The reflection wave R1 is the same in phase as the incident wave G.
More specifically, the exhaust gas or the air mass dense or sparse
transmitted in the narrow air column formed by the tail pipe 28 is
rapidly expanded immediately when the exhaust gas or the air mass
reaches a boundary position between the opened portion 41d and the
large space of the atmosphere. The exhaust gas or the air mass thus
expanded becomes sparse in place of dense caused by the inertia
thereof. The sparse exhaust gas or the air mass then forms a new
wave source that becomes a reflection wave R1 to return in the air
column in the direction in which the exhaust gas or the air mass
advances immediately before. In this way, the dense exhaust gas or
air mass is changed into the sparse exhaust gas or air mass, while
the sparse exhaust gas or air mass is changed into dense exhaust
gas or air mass. This means that the phase of the incident wave G
becomes the phase of the reflection wave R1, thereby causing the
reflection wave R1 to become the same in phase as the incident wave
G.
In this way, the reflection wave R1 is the same in phase as the
incident wave G, and thus the reflection wave R1 is overlapped on
the same line with the incident wave G. For convenience of the
explanation about the reflection wave R1 and the incident wave G,
FIG. 11 shows the reflection wave R1 downwardly displaced with
respect to the incident wave G.
On the other hand, the above closed end reflection is caused at the
closed portion 41e of the plate 41, thereby causing the incident
wave G to become a reflection wave R2 shown in the chain line and
to advance in the direction spaced apart from the plate 41.
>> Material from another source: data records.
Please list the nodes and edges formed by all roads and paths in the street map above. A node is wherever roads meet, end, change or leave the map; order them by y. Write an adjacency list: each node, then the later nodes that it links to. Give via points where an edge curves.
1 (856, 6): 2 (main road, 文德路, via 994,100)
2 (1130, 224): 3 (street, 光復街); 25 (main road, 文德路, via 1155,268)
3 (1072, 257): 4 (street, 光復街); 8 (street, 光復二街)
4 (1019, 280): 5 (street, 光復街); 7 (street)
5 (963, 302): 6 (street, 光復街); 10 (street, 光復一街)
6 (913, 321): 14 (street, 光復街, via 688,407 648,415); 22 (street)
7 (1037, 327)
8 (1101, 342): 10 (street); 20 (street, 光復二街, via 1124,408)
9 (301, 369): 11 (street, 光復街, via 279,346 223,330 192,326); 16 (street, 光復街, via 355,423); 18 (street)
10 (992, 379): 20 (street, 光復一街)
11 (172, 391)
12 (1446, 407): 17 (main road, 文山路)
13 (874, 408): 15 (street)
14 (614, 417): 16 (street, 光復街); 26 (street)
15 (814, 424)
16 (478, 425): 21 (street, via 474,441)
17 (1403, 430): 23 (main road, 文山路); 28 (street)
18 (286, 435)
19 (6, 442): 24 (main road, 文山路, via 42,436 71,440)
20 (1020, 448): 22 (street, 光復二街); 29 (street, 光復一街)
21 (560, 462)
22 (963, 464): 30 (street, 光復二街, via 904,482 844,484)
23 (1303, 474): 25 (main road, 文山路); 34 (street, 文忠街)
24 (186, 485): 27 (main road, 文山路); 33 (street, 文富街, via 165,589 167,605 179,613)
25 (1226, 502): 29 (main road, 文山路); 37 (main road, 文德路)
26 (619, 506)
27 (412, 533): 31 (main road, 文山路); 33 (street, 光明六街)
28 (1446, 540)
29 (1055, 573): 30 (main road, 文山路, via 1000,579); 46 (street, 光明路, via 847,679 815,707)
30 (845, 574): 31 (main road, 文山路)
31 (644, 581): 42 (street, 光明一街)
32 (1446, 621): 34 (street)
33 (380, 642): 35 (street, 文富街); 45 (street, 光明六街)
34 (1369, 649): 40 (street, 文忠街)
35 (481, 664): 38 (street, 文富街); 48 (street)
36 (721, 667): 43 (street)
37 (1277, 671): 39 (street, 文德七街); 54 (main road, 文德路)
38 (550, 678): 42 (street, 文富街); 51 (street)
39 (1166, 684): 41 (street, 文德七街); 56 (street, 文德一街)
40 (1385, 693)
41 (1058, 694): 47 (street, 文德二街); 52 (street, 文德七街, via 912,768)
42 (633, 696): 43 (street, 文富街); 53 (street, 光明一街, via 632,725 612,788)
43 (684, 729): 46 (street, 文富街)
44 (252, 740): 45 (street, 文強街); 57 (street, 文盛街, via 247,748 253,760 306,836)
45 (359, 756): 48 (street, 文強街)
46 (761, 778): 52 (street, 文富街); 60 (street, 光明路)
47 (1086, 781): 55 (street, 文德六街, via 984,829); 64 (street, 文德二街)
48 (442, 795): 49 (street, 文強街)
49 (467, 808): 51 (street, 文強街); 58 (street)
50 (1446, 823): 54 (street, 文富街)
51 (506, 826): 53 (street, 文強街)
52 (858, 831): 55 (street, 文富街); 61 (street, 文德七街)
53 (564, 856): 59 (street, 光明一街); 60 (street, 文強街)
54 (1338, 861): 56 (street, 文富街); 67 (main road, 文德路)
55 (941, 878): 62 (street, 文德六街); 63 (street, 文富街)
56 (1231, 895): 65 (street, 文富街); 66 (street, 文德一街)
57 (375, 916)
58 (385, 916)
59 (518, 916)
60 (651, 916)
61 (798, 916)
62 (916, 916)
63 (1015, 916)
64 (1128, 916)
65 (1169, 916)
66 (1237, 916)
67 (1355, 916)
The reflection wave R2 is opposite in phase with respect to the
incident wave G, and differs 180 degrees in phase with respect to
the reflection wave R1. More specifically, the exhaust gas or air
mass dense or sparse transmitted in the narrow air column of the
tail pipe 28 collides with the wall surface of the closed portion
41e to rebound while the dense exhaust gas or air mass dense
remains dense, and the sparse exhaust gas or air mass dense remains
sparse, thereby causing the incident wave G to become opposite in
phase, so that the incident wave G becomes the same in phase as the
reflection wave R2 while the reflection wave R2 becomes opposite in
phase to the incident wave G.
In this way, the incident wave G and the reflection wave R2 are
opposite in phase to each other. Naturally, the reflection wave R2
is symmetrical with the incident wave G across the horizontal line
showing the phase zero. For convenience of the explanation about
the reflection waves R1 and R2, FIG. 11 shows the reflection wave
R2 downwardly displaced with respect to the reflection wave R1 to
have the reflection wave R2 symmetrical with the reflection wave R1
across the horizontal line showing the phase zero.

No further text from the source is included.